→ PROBLEM TO SOLVE: What lines in the records below mention "Write"? List them all.

[THE INPUT Boundary: Start]

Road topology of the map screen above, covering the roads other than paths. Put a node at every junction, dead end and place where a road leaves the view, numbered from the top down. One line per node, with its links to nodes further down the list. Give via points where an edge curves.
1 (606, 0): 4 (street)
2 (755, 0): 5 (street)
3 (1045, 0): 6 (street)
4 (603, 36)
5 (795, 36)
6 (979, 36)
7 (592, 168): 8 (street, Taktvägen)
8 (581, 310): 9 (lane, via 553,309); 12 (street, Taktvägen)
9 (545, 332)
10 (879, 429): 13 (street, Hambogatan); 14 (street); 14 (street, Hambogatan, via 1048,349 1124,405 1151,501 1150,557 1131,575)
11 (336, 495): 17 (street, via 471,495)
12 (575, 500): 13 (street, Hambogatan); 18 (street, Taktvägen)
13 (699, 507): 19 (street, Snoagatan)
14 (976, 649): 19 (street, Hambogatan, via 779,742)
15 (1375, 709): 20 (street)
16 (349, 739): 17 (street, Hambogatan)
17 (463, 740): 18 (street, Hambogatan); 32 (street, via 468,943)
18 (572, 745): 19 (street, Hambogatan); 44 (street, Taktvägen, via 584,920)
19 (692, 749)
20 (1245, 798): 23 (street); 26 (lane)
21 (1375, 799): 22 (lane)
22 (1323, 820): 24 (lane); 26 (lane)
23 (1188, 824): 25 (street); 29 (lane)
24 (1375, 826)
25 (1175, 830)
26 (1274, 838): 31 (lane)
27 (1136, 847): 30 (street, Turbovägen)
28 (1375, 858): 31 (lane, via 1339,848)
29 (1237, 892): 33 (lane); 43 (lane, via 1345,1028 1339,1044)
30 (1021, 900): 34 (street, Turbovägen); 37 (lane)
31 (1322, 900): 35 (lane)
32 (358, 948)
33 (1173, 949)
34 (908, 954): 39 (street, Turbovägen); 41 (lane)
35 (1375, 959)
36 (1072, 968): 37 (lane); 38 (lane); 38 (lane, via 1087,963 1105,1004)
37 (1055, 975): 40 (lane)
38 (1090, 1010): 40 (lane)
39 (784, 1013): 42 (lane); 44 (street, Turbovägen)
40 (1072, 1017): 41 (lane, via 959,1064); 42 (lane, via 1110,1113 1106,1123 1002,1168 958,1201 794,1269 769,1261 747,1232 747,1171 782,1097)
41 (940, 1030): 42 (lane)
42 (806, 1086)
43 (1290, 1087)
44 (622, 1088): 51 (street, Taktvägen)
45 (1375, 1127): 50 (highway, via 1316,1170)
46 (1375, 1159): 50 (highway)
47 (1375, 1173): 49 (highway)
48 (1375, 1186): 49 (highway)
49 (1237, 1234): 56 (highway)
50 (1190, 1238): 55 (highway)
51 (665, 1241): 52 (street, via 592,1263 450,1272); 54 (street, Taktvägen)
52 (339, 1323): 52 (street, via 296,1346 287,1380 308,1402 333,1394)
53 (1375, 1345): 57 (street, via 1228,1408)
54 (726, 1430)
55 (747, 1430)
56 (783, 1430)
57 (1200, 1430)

[THE INPUT Boundary: End]
[THE INPUT Boundary: Start]

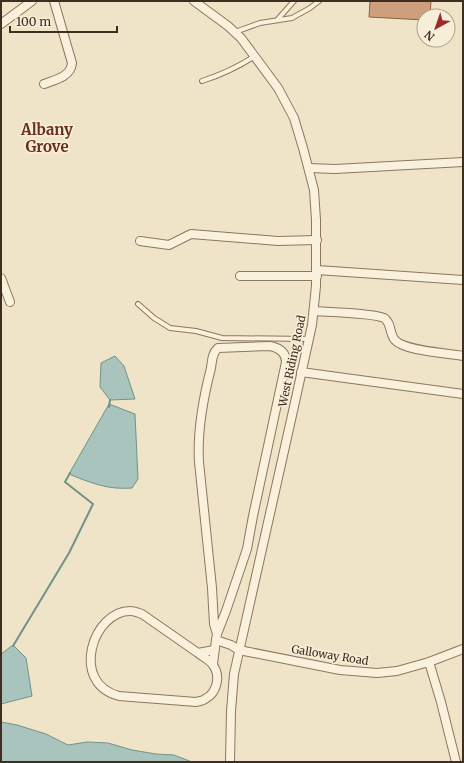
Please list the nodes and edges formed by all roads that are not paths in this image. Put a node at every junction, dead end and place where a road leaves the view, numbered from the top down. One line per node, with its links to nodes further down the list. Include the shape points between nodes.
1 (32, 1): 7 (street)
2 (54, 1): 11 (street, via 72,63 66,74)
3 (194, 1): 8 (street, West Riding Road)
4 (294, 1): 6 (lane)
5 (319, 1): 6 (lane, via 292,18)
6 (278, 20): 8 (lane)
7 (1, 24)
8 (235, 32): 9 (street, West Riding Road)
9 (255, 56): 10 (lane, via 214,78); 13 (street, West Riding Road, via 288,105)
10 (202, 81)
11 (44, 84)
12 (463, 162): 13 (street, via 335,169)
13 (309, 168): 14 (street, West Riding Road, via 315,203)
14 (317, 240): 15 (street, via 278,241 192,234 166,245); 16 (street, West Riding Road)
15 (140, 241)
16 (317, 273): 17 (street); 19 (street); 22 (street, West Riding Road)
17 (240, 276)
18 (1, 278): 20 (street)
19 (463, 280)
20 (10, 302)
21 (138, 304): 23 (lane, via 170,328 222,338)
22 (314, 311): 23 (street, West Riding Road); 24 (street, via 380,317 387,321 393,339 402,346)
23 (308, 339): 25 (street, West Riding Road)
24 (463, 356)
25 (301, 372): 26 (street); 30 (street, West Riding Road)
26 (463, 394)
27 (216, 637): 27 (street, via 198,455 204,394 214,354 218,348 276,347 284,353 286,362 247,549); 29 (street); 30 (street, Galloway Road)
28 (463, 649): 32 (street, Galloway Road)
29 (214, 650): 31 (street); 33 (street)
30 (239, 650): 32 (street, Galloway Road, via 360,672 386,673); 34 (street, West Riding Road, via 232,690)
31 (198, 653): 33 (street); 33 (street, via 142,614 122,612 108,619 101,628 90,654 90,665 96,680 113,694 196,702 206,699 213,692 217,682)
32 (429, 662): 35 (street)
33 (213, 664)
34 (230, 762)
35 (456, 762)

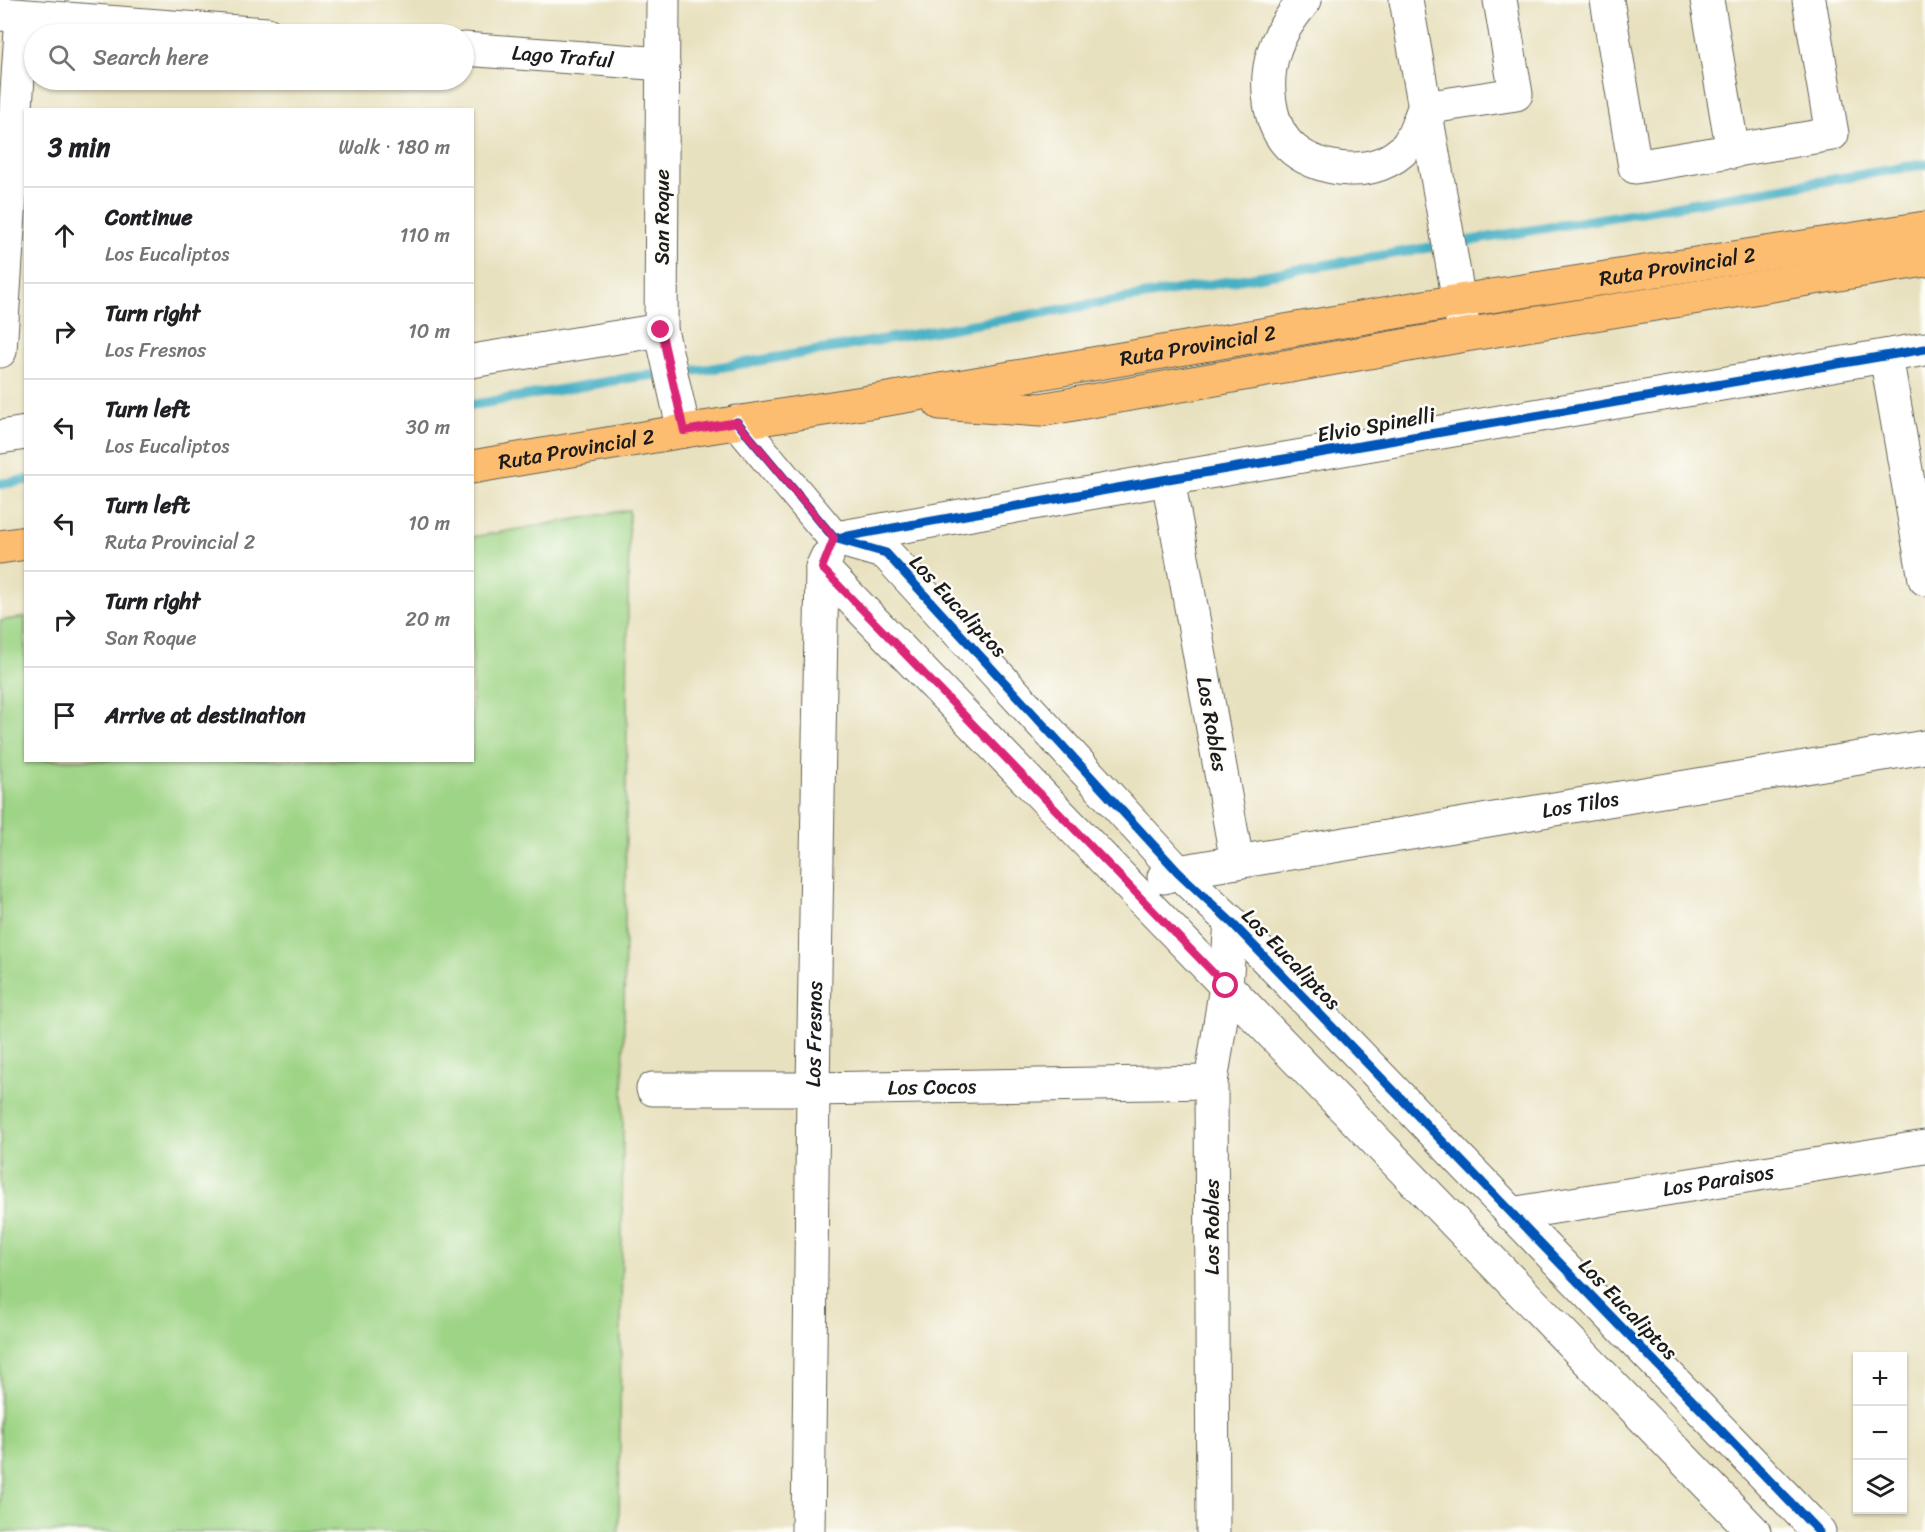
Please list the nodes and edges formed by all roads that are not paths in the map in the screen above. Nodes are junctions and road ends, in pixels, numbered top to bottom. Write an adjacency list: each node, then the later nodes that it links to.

[THE INPUT Boundary: End]
[THE INPUT Boundary: Start]

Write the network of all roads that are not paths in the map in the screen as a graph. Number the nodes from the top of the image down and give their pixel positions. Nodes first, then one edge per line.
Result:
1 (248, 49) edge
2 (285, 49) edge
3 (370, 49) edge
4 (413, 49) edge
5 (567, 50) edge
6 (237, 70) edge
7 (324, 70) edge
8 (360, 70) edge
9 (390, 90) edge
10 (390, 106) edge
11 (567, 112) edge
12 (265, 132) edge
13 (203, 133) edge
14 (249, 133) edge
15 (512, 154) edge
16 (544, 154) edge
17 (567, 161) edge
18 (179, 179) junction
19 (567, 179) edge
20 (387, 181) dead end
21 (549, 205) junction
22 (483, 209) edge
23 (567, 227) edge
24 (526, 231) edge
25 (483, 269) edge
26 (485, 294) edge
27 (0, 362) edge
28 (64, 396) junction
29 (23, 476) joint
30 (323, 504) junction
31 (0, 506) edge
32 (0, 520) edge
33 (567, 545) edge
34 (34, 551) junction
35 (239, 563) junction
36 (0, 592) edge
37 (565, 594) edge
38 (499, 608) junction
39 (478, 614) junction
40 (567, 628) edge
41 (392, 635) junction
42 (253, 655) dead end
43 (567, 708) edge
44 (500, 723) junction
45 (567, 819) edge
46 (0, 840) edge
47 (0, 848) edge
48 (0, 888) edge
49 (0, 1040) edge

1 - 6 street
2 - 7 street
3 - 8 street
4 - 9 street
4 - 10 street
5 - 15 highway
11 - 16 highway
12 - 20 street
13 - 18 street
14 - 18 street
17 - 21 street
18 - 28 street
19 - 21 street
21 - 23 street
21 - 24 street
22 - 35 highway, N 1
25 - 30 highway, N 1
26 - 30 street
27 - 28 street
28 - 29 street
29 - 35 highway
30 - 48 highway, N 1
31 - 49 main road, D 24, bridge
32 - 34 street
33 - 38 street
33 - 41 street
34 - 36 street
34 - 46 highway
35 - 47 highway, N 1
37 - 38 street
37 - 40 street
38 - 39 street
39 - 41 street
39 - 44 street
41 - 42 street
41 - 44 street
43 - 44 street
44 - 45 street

[THE INPUT Boundary: End]

→ ANSWER TO THE PROBLEM:
Please list the nodes and edges formed by all roads that are not paths in the map in the screen above. Nodes are junctions and road ends, in pixels, numbered top to bottom. Write an adjacency list: each node, then the later nodes that it links to.
Write the network of all roads that are not paths in the map in the screen as a graph. Number the nodes from the top of the image down and give their pixel positions. Nodes first, then one edge per line.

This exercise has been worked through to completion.